▽

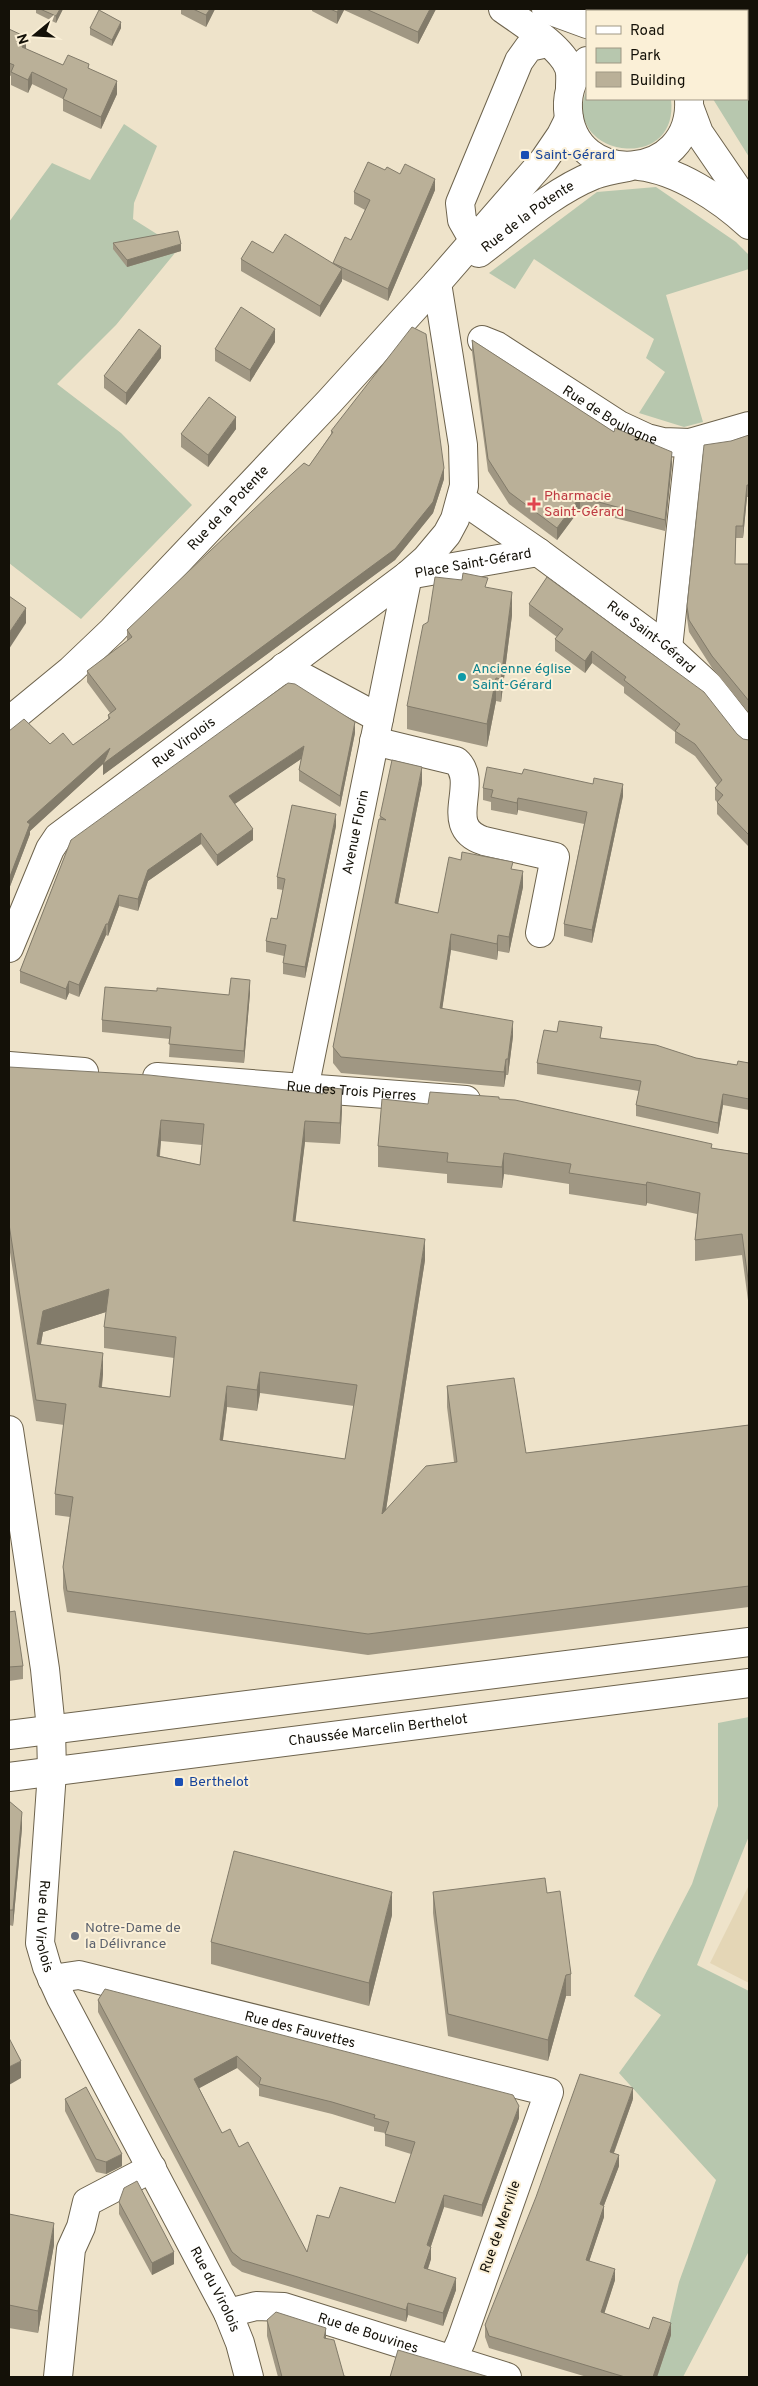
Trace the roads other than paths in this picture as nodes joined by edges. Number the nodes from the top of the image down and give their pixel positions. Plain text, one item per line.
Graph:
1 (503, 9) edge
2 (546, 9) edge
3 (586, 24) edge
4 (547, 42) junction
5 (586, 62) edge
6 (570, 87) junction
7 (689, 104) edge
8 (569, 118) junction
9 (634, 166) junction
10 (749, 206) edge
11 (749, 225) edge
12 (474, 241) junction
13 (437, 283) junction
14 (482, 340) dead end
15 (749, 426) edge
16 (690, 444) junction
17 (461, 499) junction
18 (538, 552) junction
19 (408, 576) junction
20 (668, 648) junction
21 (284, 667) junction
22 (9, 721) edge
23 (377, 730) junction
24 (749, 737) edge
25 (540, 933) dead end
26 (9, 948) edge
27 (9, 1066) edge
28 (107, 1074) edge
29 (137, 1076) edge
30 (304, 1089) junction
31 (494, 1102) edge
32 (9, 1430) edge
33 (749, 1642) edge
34 (749, 1683) edge
35 (51, 1729) junction
36 (9, 1734) edge
37 (52, 1772) junction
38 (9, 1777) edge
39 (52, 1979) junction
40 (549, 2092) joint
41 (152, 2168) junction
42 (228, 2313) junction
43 (452, 2361) junction
44 (58, 2377) edge
45 (249, 2377) edge
46 (507, 2377) edge

1 - 4 street
2 - 3 street
4 - 6 street
4 - 12 street
5 - 6 street
6 - 8 street
7 - 9 street
7 - 10 street
8 - 9 street
8 - 12 street, Rue de la Potente
9 - 11 street
9 - 13 street, Rue de la Potente
12 - 13 street, Rue de la Potente
13 - 17 street, Place Saint-Gérard
13 - 22 street, Rue de la Potente
14 - 16 street, Rue de Boulogne
15 - 16 street, Rue de Boulogne
16 - 20 street
17 - 18 street, Place Saint-Gérard
17 - 19 street, Place Saint-Gérard
18 - 19 street, Place Saint-Gérard
18 - 20 street, Rue Saint-Gérard
19 - 21 street, Rue Virolois
19 - 23 street, Avenue Florin
20 - 24 street, Rue Saint-Gérard
21 - 23 street
21 - 26 street, Rue Virolois
23 - 25 street
23 - 30 street, Avenue Florin
27 - 28 street
29 - 30 street, Rue des Trois Pierres
30 - 31 street, Rue des Trois Pierres
32 - 35 street, Rue du Virolois
33 - 35 street
34 - 37 street, Chaussée Marcelin Berthelot
35 - 36 street
35 - 37 street, Rue du Virolois
37 - 38 street, Chaussée Marcelin Berthelot
37 - 39 street, Rue du Virolois
39 - 40 street, Rue des Fauvettes
39 - 41 street, Rue du Virolois
40 - 43 street, Rue de Merville
41 - 42 street, Rue du Virolois
41 - 44 street
42 - 43 street, Rue de Bouvines
42 - 45 street, Rue du Virolois
43 - 46 street, Rue de Bouvines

△

- [Your goal] Check each line above for the string "Pierres" and return those that contain it.

- [Output for this exercise]
29 - 30 street, Rue des Trois Pierres
30 - 31 street, Rue des Trois Pierres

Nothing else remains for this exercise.